## What the task asks
Where does the string "季節の絵はがきをつくろう" appear? Copy every line of the entries below that holds it.

## Dataset content
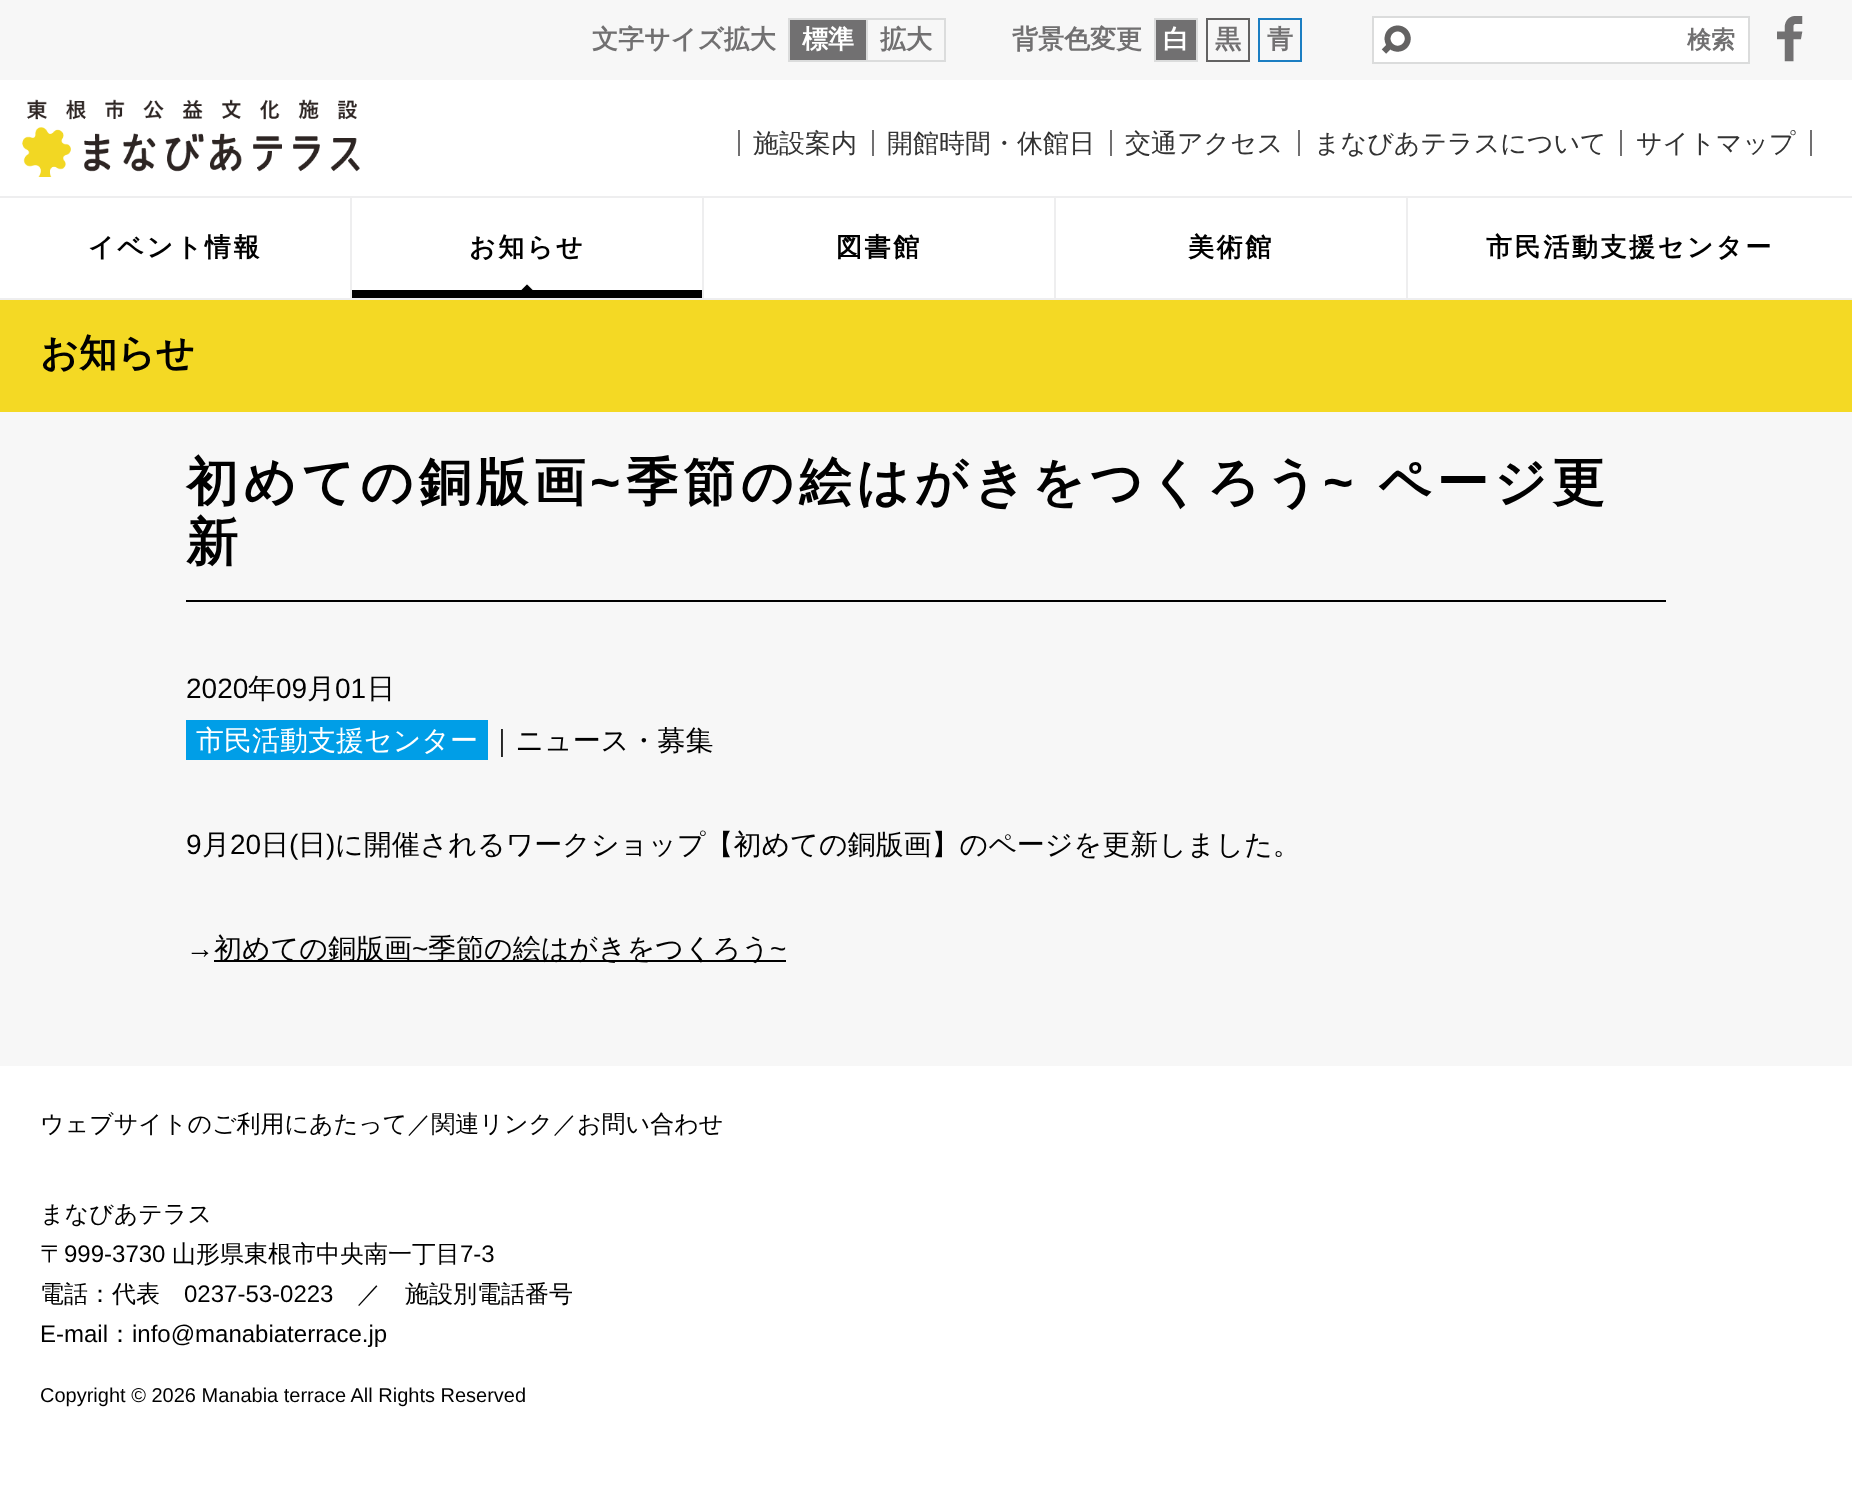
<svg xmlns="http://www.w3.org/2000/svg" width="1852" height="1500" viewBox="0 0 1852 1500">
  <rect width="100%" height="100%" fill="rgb(255,255,255)"/>
  <rect x="0" y="0" width="1852" height="80" fill="rgb(247,247,247)"/>
  <text x="592" y="48" font-family="WenQuanYi Zen Hei" font-size="26" font-weight="bold" fill="rgb(113,112,113)">文字サイズ拡大</text>
  <rect x="788" y="18" width="158" height="2" fill="rgb(219,220,220)"/>
  <rect x="788" y="60" width="158" height="2" fill="rgb(219,220,220)"/>
  <rect x="788" y="18" width="2" height="44" fill="rgb(219,220,220)"/>
  <rect x="790" y="20" width="76" height="40" fill="rgb(113,112,113)"/>
  <rect x="866" y="20" width="2" height="40" fill="rgb(219,220,220)"/>
  <text x="802" y="48" font-family="WenQuanYi Zen Hei" font-size="26" font-weight="bold" fill="rgb(255,255,255)">標準</text>
  <rect x="944" y="20" width="2" height="40" fill="rgb(219,220,220)"/>
  <g font-family="WenQuanYi Zen Hei" font-size="26" font-weight="bold" fill="rgb(113,112,113)">
    <text x="880" y="48">拡大</text>
    <text x="1012" y="48">背景色変更</text>
  </g>
  <rect x="1155" y="19" width="42" height="42" fill="rgb(113,112,113)" stroke="rgb(219,220,220)" stroke-width="2"/>
  <text x="1163" y="48" font-family="WenQuanYi Zen Hei" font-size="26" font-weight="bold" fill="rgb(255,255,255)">白</text>
  <rect x="1207" y="19" width="42" height="42" fill="none" stroke="rgb(99,98,98)" stroke-width="2"/>
  <text x="1215" y="48" font-family="WenQuanYi Zen Hei" font-size="26" font-weight="bold" fill="rgb(113,112,113)">黒</text>
  <rect x="1259" y="19" width="42" height="42" fill="none" stroke="rgb(27,126,194)" stroke-width="2"/>
  <text x="1267" y="48" font-family="WenQuanYi Zen Hei" font-size="26" font-weight="bold" fill="rgb(113,112,113)">青</text>
  <rect x="1374" y="18" width="374" height="44" fill="rgb(255,255,255)"/>
  <image x="1381" y="25" width="30" height="29" href="pic1.png"/>
  <rect x="1372" y="16" width="378" height="2" fill="rgb(219,220,220)"/>
  <rect x="1372" y="62" width="302" height="2" fill="rgb(219,220,220)"/>
  <rect x="1372" y="16" width="2" height="48" fill="rgb(219,220,220)"/>
  <rect x="1748" y="16" width="2" height="48" fill="rgb(219,220,220)"/>
  <rect x="1674" y="62" width="76" height="2" fill="rgb(219,220,220)"/>
  <text x="1687" y="48" font-family="WenQuanYi Zen Hei" font-size="24" font-weight="bold" fill="rgb(113,112,113)">検索</text>
  <image x="1777" y="16" width="26" height="46" href="pic2.png"/>
  <image x="22" y="99" width="338" height="78" href="pic3.png"/>
  <rect x="0" y="196" width="1852" height="2" fill="rgb(238,238,239)"/>
  <rect x="0" y="298" width="1852" height="2" fill="rgb(238,238,239)"/>
  <rect x="738" y="130" width="2" height="26" fill="rgb(113,112,113)"/>
  <text x="753" y="152" font-family="WenQuanYi Zen Hei" font-size="26" font-weight="500" fill="rgb(51,51,51)">施設案内</text>
  <rect x="872" y="130" width="2" height="26" fill="rgb(113,112,113)"/>
  <text x="887" y="152" font-family="WenQuanYi Zen Hei" font-size="26" font-weight="500" fill="rgb(51,51,51)">開館時間・休館日</text>
  <rect x="1110" y="130" width="2" height="26" fill="rgb(113,112,113)"/>
  <text x="1125" y="152" font-family="WenQuanYi Zen Hei" font-size="26" font-weight="500" fill="rgb(51,51,51)">交通アクセス</text>
  <rect x="1298" y="130" width="2" height="26" fill="rgb(113,112,113)"/>
  <text x="1314" y="152" font-family="WenQuanYi Zen Hei" font-size="26" font-weight="500" fill="rgb(51,51,51)">まなびあテラスについて</text>
  <rect x="1810" y="130" width="2" height="26" fill="rgb(113,112,113)"/>
  <rect x="1620" y="130" width="2" height="26" fill="rgb(113,112,113)"/>
  <text x="1636" y="152" font-family="WenQuanYi Zen Hei" font-size="26" font-weight="500" fill="rgb(51,51,51)">サイトマップ</text>
  <rect x="350" y="198" width="2" height="100" fill="rgb(238,238,239)"/>
  <text x="88" y="256" font-family="WenQuanYi Zen Hei" font-size="26" font-weight="bold" letter-spacing="2.6" fill="rgb(0,0,0)">イベント情報</text>
  <image x="352" y="284" width="350" height="14" href="pic4.png"/>
  <rect x="702" y="198" width="2" height="100" fill="rgb(238,238,239)"/>
  <text x="469" y="256" font-family="WenQuanYi Zen Hei" font-size="26" font-weight="bold" letter-spacing="2.6" fill="rgb(0,0,0)">お知らせ</text>
  <rect x="1054" y="198" width="2" height="100" fill="rgb(238,238,239)"/>
  <text x="836" y="256" font-family="WenQuanYi Zen Hei" font-size="26" font-weight="bold" letter-spacing="2.6" fill="rgb(0,0,0)">図書館</text>
  <rect x="1406" y="198" width="2" height="100" fill="rgb(238,238,239)"/>
  <g font-family="WenQuanYi Zen Hei" font-size="26" font-weight="bold" letter-spacing="2.6" fill="rgb(0,0,0)">
    <text x="1188" y="256">美術館</text>
    <text x="1486" y="256">市民活動支援センター</text>
  </g>
  <rect x="0" y="412" width="1852" height="654" fill="rgb(247,247,247)"/>
  <rect x="0" y="300" width="1852" height="112" fill="rgb(244,217,36)"/>
  <text x="40" y="366" font-family="WenQuanYi Zen Hei" font-size="38" font-weight="bold" fill="rgb(0,0,0)">お知らせ</text>
  <rect x="186" y="600" width="1480" height="2" fill="rgb(0,0,0)"/>
  <text x="186" y="500" font-family="WenQuanYi Zen Hei" font-size="52" font-weight="bold" letter-spacing="5.25" fill="rgb(0,0,0)">初めての銅版画</text>
  <text x="590" y="500" font-family="Liberation Sans" font-size="52" font-weight="bold" letter-spacing="5.25" fill="rgb(0,0,0)">~</text>
  <text x="626" y="500" font-family="WenQuanYi Zen Hei" font-size="52" font-weight="bold" letter-spacing="5.25" fill="rgb(0,0,0)">季節の絵はがきをつくろう</text>
  <text x="1323" y="500" font-family="Liberation Sans" font-size="52" font-weight="bold" letter-spacing="5.25" fill="rgb(0,0,0)">~</text>
  <g font-family="WenQuanYi Zen Hei" font-size="52" font-weight="bold" letter-spacing="5.25" fill="rgb(0,0,0)">
    <text x="1378" y="500">ページ更</text>
    <text x="186" y="560">新</text>
  </g>
  <text x="186" y="698" font-family="Liberation Sans" font-size="28" fill="rgb(0,0,0)">2020</text>
  <text x="248" y="698" font-family="WenQuanYi Zen Hei" font-size="28" font-weight="500" fill="rgb(0,0,0)">年</text>
  <text x="276" y="698" font-family="Liberation Sans" font-size="28" fill="rgb(0,0,0)">09</text>
  <text x="307" y="698" font-family="WenQuanYi Zen Hei" font-size="28" font-weight="500" fill="rgb(0,0,0)">月</text>
  <text x="335" y="698" font-family="Liberation Sans" font-size="28" fill="rgb(0,0,0)">01</text>
  <text x="367" y="698" font-family="WenQuanYi Zen Hei" font-size="28" font-weight="500" fill="rgb(0,0,0)">日</text>
  <rect x="186" y="720" width="302" height="40" fill="rgb(0,158,231)"/>
  <text x="196" y="750" font-family="WenQuanYi Zen Hei" font-size="28" font-weight="500" fill="rgb(255,255,255)">市民活動支援センター</text>
  <text x="488" y="750" font-family="WenQuanYi Zen Hei" font-size="28" font-weight="500" fill="rgb(0,0,0)">｜ニュース・募集</text>
  <text x="186" y="854" font-family="Liberation Sans" font-size="28" fill="rgb(0,0,0)">9</text>
  <text x="202" y="854" font-family="WenQuanYi Zen Hei" font-size="28" font-weight="500" fill="rgb(0,0,0)">月</text>
  <text x="230" y="854" font-family="Liberation Sans" font-size="28" fill="rgb(0,0,0)">20</text>
  <text x="261" y="854" font-family="WenQuanYi Zen Hei" font-size="28" font-weight="500" fill="rgb(0,0,0)">日</text>
  <text x="289" y="854" font-family="Liberation Sans" font-size="28" fill="rgb(0,0,0)">(</text>
  <text x="298" y="854" font-family="WenQuanYi Zen Hei" font-size="28" font-weight="500" fill="rgb(0,0,0)">日</text>
  <text x="326" y="854" font-family="Liberation Sans" font-size="28" fill="rgb(0,0,0)">)</text>
  <text x="335" y="854" font-family="WenQuanYi Zen Hei" font-size="28" font-weight="500" fill="rgb(0,0,0)">に開催されるワークショップ【初めての銅版画】のページを更新しました。</text>
  <rect x="214" y="960" width="572" height="2" fill="rgb(0,0,0)"/>
  <text x="214" y="958" font-family="WenQuanYi Zen Hei" font-size="28" font-weight="500" fill="rgb(0,0,0)">初めての銅版画</text>
  <text x="412" y="958" font-family="Liberation Sans" font-size="28" fill="rgb(0,0,0)">~</text>
  <text x="428" y="958" font-family="WenQuanYi Zen Hei" font-size="28" font-weight="500" fill="rgb(0,0,0)">季節の絵はがきをつくろう</text>
  <g font-family="Liberation Sans" font-size="28" fill="rgb(0,0,0)">
    <text x="770" y="958">~</text>
    <text x="186" y="958">→</text>
  </g>
  <g font-family="WenQuanYi Zen Hei" font-size="24" font-weight="500" fill="rgb(0,0,0)">
    <text x="40" y="1132">ウェブサイトのご利用にあたって／関連リンク／お問い合わせ</text>
    <text>
      <tspan x="40" y="1222">まなびあテラス</tspan>
      <tspan x="40" y="1262">〒</tspan>
    </text>
  </g>
  <text x="64" y="1262" font-family="Liberation Sans" font-size="24" fill="rgb(0,0,0)">999-3730</text>
  <text x="172" y="1262" font-family="WenQuanYi Zen Hei" font-size="24" font-weight="500" fill="rgb(0,0,0)">山形県東根市中央南一丁目</text>
  <text x="460" y="1262" font-family="Liberation Sans" font-size="24" fill="rgb(0,0,0)">7-3</text>
  <text x="40" y="1302" font-family="WenQuanYi Zen Hei" font-size="24" font-weight="500" fill="rgb(0,0,0)">電話：代表</text>
  <text x="184" y="1302" font-family="Liberation Sans" font-size="24" fill="rgb(0,0,0)">0237-53-0223</text>
  <g font-family="WenQuanYi Zen Hei" font-size="24" font-weight="500" fill="rgb(0,0,0)">
    <text x="357" y="1302">／</text>
    <text x="405" y="1302">施設別電話番号</text>
  </g>
  <text x="40" y="1342" font-family="Liberation Sans" font-size="24" fill="rgb(0,0,0)">E-mail</text>
  <text x="108" y="1342" font-family="WenQuanYi Zen Hei" font-size="24" font-weight="500" fill="rgb(0,0,0)">：</text>
  <text x="132" y="1342" font-family="Liberation Sans" font-size="24" fill="rgb(0,0,0)">info@manabiaterrace.jp</text>
  <text x="40" y="1402" font-family="Liberation Sans" font-size="20" fill="rgb(0,0,0)">Copyright © 2026 Manabia terrace All Rights Reserved</text>
</svg>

## Your response
  <text x="626" y="500" font-family="WenQuanYi Zen Hei" font-size="52" font-weight="bold" letter-spacing="5.25" fill="rgb(0,0,0)">季節の絵はがきをつくろう</text>
  <text x="428" y="958" font-family="WenQuanYi Zen Hei" font-size="28" font-weight="500" fill="rgb(0,0,0)">季節の絵はがきをつくろう</text>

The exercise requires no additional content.